Bueno, qué quieres que te diga… eso de hacérselo en un WC y sólo la puntita… pobrecita… Mejor en una playa y con una buena alemana, rodeado de gente, como fue mi caso, jaja.

Pero que diceeeeees…..así es como mejor le sienta a uno. Aunque en una cama se haga mucho mejor, siempre los polvos salvajes en los lugares mas insospechados dan mucho más de sí y tienen mas morbo.
Además digo yo que a la Marlen le iba…jejeje…porque repitió varias veces.

Hasta el fondo. ¿Qué clase de alemana? …

Una alemana de alemania… auténtica…

Ah!!creía que habías caído en el onanismo!!!!! suele ser el final de los romanticoides como tú.

evidentemente, el mejor polvo no suele ser el primero, entre el “desgarro” de la primera vez, el pavor a lo desconocido y que , algunas veces, no acertamos con el elegido porque solemos hacerlo en epocas adolescentes, no, no tiene porque ser el mejor.

Hasta el fondo…tio….se está quedando contigo Sara, pero no vés que lo de la alemana va de cachondeo. No te dejes amilanar y muérdele en la yugular.
Sara, todos somos románticos en alguna ocasión y además a vosotras os gusta, así que no lo critiques porfaaaa.

me encantan los hombres romanticos, me encantan los hombres que saben decirte en la cama verdaderas barbaridadades y al final, o en medio o al principio, me da igual, del “acto”, tambien saben decirte TE QUIERO.

Lo de la alemana es absolutamente cierto. Y las circunstancias (playa) que lo rodearon también. Eso, viviendo en Mallorca, está dentro de lo probable.
Siendo, como dices, un romántico, no renuncio a nada. Me gusta llegar hasta el fondo…

hasta el fonod yo intente tirarme a un italiano en al agua y no pude, no había donde agarrarse y a un paisano en la bañera y los moratones y falta de espacio nos impdidió un coito feliz. ¿era dentro del agua donde tu y tu alemana fornicasteis?, te queremos mucho…………..

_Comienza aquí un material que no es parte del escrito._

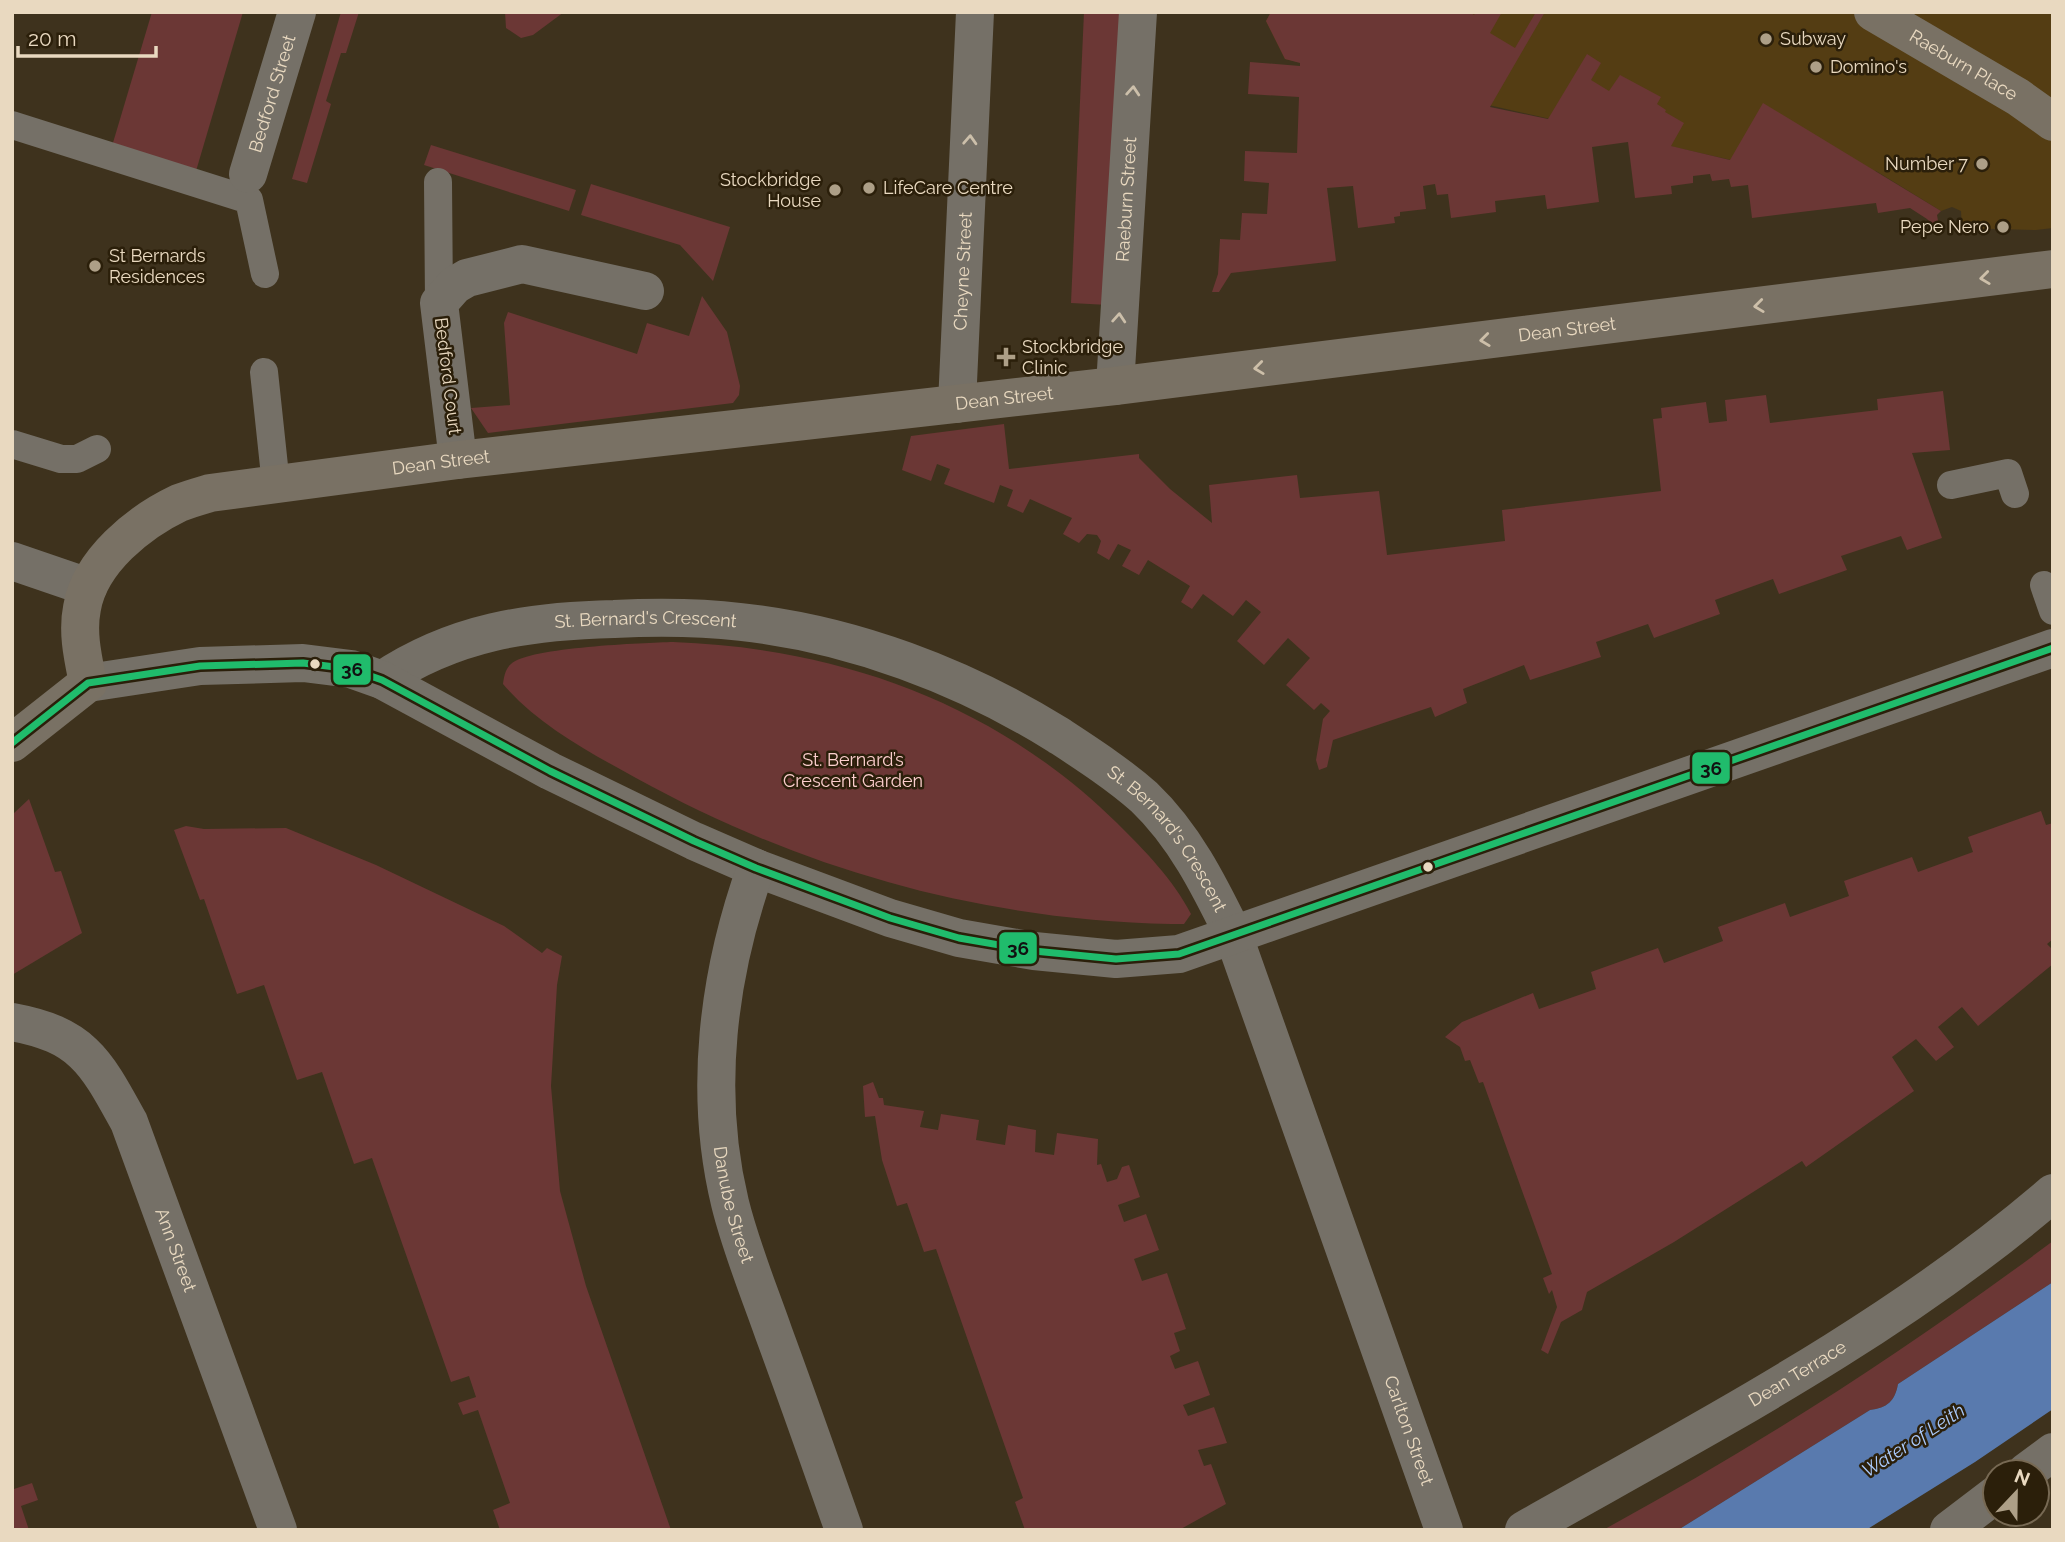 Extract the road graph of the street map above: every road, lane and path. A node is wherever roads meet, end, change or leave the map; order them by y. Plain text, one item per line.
1 (297, 12) edge
2 (975, 12) edge
3 (1138, 12) edge
4 (1872, 12) edge
5 (2053, 122) edge
6 (12, 125) edge
7 (248, 174) dead end
8 (438, 181) dead end
9 (2053, 269) edge
10 (265, 274) dead end
11 (645, 291) dead end
12 (439, 303) junction
13 (264, 373) dead end
14 (1115, 386) junction
15 (957, 404) junction
16 (12, 444) edge
17 (97, 449) dead end
18 (458, 460) junction
19 (276, 485) junction
20 (1951, 485) dead end
21 (2015, 495) dead end
22 (12, 561) edge
23 (88, 587) junction
24 (2053, 648) edge
25 (382, 680) junction
26 (88, 683) junction
27 (12, 743) edge
28 (756, 868) junction
29 (1233, 934) junction
30 (12, 1022) edge
31 (2053, 1193) edge
32 (1981, 1506) edge
33 (278, 1530) edge
34 (844, 1530) edge
35 (1444, 1530) edge
36 (1524, 1530) edge
37 (1949, 1530) edge

1 - 7 street, Bedford Street
15 -> 2 street, Cheyne Street
14 -> 3 street, Raeburn Street
4 - 5 street, Raeburn Place
6 - 10 lane
8 - 12 lane
9 -> 14 street, Dean Street
11 - 12 street, Bedford Court
12 - 18 street, Bedford Court
13 - 19 lane
14 - 15 street, Dean Street
15 - 18 street, Dean Street
16 - 17 lane
18 - 19 street, Dean Street
19 - 23 street, Dean Street
20 - 21 lane
22 - 23 street
23 - 26 street, Dean Street
24 - 29 street
25 - 26 street, St. Bernard's Crescent
25 - 28 street, St. Bernard's Crescent
25 - 29 street, St. Bernard's Crescent
26 - 27 street
28 - 29 street, St. Bernard's Crescent
28 - 34 street, Danube Street
29 - 35 street, Carlton Street
30 - 33 street, Ann Street
31 - 36 street, Dean Terrace
32 - 37 street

Sonia cariño, en el agua se hace estupendamente, solamente tienes que subir a caballo, y no hace falta que te agarres a nada porque no te caes…te lo aseguro.

EXPLICANOS COMO, te lo rogamos. Ánimo Bragan.

Mi amor….no te lo puedo explicar, pero si quieres ahora cuando venga el veranillo y el agua esté mas calentita probamos y verás como te gusta. Es un primooooor.

no te quieres extender? estás seguro que no me meterás como reza este capítulo “la puntita y nada más?….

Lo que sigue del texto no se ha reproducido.